Wish you could draw, but your elephants look like crocodiles? Sketchforme doesn’t have that problem. This AI agent roughs out simple scenes based on text descriptions.

What’s new: Sketchforme generates crude drawings from natural-language descriptions such as “an apple on a tree” or “a dog next to a house.” People who viewed its output thought a human made the drawing a third of the time, a new paper says.

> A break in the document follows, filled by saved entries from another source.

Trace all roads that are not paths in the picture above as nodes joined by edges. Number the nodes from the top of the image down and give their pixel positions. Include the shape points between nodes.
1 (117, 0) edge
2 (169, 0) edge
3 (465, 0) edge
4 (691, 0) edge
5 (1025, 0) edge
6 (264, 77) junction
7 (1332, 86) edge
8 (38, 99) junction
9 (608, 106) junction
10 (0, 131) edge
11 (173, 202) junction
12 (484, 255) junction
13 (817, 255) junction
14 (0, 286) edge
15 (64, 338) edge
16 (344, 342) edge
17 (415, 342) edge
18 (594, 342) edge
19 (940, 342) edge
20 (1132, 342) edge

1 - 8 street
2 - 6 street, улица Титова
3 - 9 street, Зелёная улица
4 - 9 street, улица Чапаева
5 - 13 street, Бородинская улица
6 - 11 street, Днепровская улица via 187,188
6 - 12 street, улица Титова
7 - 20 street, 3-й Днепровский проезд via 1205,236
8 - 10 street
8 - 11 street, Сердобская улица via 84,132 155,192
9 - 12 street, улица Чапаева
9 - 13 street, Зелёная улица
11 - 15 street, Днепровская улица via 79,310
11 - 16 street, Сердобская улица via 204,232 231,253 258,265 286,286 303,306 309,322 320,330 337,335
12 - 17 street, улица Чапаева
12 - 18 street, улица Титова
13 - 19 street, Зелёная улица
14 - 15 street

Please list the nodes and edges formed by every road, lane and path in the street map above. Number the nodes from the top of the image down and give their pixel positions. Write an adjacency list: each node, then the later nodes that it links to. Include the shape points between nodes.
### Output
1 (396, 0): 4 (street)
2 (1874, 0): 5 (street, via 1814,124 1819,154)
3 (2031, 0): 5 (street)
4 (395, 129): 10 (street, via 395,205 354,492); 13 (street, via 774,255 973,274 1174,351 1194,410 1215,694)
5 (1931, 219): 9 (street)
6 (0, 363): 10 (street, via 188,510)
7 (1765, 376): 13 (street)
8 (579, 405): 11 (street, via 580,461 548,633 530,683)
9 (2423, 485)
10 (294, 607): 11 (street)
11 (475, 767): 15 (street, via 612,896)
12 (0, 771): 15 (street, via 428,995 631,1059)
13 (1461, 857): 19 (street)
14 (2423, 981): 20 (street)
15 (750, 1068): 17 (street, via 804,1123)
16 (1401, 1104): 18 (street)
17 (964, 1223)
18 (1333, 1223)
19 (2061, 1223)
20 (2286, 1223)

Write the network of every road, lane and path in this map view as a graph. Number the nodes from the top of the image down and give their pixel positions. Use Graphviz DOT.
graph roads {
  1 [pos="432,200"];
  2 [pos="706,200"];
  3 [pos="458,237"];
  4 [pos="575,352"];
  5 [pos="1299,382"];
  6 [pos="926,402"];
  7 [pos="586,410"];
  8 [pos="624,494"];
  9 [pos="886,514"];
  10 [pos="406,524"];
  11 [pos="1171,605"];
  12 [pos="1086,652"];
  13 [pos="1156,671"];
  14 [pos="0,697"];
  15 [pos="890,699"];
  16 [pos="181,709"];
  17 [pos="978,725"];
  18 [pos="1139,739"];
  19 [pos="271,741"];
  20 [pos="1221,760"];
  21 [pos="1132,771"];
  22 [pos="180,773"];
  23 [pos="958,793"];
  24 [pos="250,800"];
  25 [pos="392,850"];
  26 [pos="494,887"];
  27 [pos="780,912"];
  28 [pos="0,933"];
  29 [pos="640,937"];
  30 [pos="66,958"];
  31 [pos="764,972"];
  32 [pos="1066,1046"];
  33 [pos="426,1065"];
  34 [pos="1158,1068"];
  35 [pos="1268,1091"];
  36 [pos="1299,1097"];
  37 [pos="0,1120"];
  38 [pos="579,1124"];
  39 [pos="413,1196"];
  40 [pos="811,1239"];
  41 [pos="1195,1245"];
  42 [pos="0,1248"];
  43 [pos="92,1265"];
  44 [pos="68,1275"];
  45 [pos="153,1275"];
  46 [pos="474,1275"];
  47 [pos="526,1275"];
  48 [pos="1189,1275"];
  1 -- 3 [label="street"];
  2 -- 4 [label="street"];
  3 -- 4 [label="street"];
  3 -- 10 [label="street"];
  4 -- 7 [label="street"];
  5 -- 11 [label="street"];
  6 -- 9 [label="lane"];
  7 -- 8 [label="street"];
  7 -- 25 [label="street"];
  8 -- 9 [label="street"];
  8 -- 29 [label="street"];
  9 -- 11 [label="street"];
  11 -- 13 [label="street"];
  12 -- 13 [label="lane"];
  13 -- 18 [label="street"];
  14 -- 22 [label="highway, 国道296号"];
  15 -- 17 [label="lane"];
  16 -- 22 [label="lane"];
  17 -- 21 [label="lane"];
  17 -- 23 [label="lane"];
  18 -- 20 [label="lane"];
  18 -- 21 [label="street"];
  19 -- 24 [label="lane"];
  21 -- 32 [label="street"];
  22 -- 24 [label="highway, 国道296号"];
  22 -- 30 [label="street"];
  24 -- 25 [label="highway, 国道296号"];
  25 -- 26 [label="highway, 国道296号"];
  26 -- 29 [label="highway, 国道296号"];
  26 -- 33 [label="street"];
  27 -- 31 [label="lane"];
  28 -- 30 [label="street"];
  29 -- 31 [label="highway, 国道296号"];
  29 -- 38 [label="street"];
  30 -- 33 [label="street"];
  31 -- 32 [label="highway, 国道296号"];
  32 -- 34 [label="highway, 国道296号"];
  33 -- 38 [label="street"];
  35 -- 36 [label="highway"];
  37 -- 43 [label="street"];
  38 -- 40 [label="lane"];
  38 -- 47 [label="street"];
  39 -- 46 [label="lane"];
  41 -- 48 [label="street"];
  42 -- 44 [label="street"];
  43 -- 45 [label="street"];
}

How it works: Sketchforme relies on two neural networks:

  • The scene composer generates scene layouts. It was trained on the Visual Genome data set of photos annotated with captions, bounding boxes, and class information.
  • The object sketcher draws the objects according to their real-world scale. It was trained on the Quick, Draw! data set of 50 million labeled sketches of individual objects.

Behind the news: Building a sketch generator was a thorny problem until the advent of neural networks. Sketch-RNN, an early sketcher based on neural nets in 2017, was trained on crowd-sourced drawings and draws requested objects using an initial stroke as a prompt. Sketchforme builds on that work.

Bottom line: Sketchforme’s output is remarkably true to human notions of what objects look like in the abstract. UC Berkeley researchers Forrest Huang and John F. Canny point out that sketching is a natural way to convey ideas quickly and a useful thinking tool in applications like learning languages. But the fact is, Sketchforme is just plain fun — and no slouch at drawing, too.